(Beginning of The input)

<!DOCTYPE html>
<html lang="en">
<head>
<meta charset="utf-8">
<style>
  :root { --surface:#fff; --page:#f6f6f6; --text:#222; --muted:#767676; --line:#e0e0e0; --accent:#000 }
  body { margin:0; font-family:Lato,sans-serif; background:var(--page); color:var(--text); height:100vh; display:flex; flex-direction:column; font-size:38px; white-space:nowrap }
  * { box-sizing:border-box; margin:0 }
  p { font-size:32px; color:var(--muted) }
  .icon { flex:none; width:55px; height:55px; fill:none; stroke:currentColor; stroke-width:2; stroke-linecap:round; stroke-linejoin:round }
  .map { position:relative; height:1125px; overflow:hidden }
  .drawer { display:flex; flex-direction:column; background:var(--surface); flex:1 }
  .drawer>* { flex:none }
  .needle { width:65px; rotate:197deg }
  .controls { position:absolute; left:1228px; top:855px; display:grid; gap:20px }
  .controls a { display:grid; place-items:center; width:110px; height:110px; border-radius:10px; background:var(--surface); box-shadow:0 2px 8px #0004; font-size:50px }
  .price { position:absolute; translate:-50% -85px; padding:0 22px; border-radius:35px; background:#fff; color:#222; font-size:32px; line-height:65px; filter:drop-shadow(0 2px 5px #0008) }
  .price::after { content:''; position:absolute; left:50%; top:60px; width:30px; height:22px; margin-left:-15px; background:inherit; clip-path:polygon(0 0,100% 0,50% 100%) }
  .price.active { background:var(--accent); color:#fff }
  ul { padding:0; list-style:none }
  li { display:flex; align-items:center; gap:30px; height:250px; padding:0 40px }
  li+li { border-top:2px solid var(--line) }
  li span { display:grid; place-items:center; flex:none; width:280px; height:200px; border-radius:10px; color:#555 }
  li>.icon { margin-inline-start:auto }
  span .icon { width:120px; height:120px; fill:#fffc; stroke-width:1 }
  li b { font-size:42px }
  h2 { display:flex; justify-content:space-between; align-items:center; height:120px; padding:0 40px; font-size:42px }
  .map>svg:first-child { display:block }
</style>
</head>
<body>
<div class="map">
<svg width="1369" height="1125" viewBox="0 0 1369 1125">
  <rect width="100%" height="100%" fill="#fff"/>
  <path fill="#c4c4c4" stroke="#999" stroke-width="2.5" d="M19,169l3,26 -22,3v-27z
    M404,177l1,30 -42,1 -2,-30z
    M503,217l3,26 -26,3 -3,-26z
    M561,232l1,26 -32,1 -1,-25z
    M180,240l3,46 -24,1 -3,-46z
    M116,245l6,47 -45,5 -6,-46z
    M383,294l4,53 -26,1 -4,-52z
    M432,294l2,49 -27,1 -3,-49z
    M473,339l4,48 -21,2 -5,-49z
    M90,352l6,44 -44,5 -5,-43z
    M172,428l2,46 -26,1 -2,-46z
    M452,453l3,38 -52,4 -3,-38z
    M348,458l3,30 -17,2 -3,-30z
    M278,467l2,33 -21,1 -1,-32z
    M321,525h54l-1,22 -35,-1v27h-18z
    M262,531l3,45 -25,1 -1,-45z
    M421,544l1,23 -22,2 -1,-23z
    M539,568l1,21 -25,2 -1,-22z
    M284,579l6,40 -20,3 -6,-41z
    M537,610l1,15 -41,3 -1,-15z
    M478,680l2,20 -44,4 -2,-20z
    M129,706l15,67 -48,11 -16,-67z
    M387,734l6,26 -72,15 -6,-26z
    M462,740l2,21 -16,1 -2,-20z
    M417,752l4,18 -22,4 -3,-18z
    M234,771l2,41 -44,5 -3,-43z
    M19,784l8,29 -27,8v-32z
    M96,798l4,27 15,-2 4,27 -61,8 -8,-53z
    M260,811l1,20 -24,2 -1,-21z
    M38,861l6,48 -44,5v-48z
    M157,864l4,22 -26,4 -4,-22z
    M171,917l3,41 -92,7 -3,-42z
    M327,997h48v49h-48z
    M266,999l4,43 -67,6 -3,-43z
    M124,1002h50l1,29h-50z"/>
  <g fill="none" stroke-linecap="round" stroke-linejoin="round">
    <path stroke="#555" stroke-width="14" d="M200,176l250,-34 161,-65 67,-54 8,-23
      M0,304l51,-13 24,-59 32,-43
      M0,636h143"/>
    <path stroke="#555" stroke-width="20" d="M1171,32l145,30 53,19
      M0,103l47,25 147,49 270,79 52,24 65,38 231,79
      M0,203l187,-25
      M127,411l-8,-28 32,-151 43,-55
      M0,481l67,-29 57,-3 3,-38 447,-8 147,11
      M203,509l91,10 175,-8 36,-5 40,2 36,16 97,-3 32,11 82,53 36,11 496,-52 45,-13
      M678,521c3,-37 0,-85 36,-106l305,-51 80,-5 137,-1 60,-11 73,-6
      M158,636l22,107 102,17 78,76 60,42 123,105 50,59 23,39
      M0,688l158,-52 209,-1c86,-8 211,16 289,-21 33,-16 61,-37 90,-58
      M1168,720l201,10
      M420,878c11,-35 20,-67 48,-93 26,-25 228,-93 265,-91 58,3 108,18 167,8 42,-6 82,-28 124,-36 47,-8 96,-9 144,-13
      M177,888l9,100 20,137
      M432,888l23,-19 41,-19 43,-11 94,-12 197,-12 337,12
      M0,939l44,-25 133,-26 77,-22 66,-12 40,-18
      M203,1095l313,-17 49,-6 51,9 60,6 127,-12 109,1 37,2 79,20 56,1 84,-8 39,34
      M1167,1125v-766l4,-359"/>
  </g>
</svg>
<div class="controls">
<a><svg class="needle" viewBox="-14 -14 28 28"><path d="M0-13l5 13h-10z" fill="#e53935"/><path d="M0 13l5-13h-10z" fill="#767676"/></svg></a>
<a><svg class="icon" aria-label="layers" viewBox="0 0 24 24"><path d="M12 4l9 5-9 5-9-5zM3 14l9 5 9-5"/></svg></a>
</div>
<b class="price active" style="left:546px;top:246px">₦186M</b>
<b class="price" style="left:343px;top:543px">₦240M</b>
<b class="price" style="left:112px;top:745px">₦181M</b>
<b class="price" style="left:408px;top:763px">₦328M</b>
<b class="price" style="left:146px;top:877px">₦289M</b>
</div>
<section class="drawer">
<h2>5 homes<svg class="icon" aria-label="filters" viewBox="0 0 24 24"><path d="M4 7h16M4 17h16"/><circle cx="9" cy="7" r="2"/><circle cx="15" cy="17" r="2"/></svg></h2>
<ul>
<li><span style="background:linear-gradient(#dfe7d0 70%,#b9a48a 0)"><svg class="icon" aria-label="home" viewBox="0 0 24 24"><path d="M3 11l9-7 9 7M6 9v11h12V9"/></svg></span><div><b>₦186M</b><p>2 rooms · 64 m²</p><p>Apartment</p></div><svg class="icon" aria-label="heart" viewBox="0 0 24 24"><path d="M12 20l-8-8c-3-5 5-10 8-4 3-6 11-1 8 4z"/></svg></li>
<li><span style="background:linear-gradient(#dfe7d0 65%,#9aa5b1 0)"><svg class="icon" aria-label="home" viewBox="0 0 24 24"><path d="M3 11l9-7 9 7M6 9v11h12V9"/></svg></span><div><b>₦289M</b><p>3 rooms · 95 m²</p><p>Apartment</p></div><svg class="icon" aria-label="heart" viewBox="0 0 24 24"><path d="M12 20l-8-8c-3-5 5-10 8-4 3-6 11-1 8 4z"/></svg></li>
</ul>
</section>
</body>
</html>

(End of The input)

How to complete this task - Out of the data above, give again only the lines starting at the one holding "M348,458l3,30 -17,2 -3,-30z" and ending at the one holding "M19,784l8,29 -27,8v-32z", unchanged.

Answer -
    M348,458l3,30 -17,2 -3,-30z
    M278,467l2,33 -21,1 -1,-32z
    M321,525h54l-1,22 -35,-1v27h-18z
    M262,531l3,45 -25,1 -1,-45z
    M421,544l1,23 -22,2 -1,-23z
    M539,568l1,21 -25,2 -1,-22z
    M284,579l6,40 -20,3 -6,-41z
    M537,610l1,15 -41,3 -1,-15z
    M478,680l2,20 -44,4 -2,-20z
    M129,706l15,67 -48,11 -16,-67z
    M387,734l6,26 -72,15 -6,-26z
    M462,740l2,21 -16,1 -2,-20z
    M417,752l4,18 -22,4 -3,-18z
    M234,771l2,41 -44,5 -3,-43z
    M19,784l8,29 -27,8v-32z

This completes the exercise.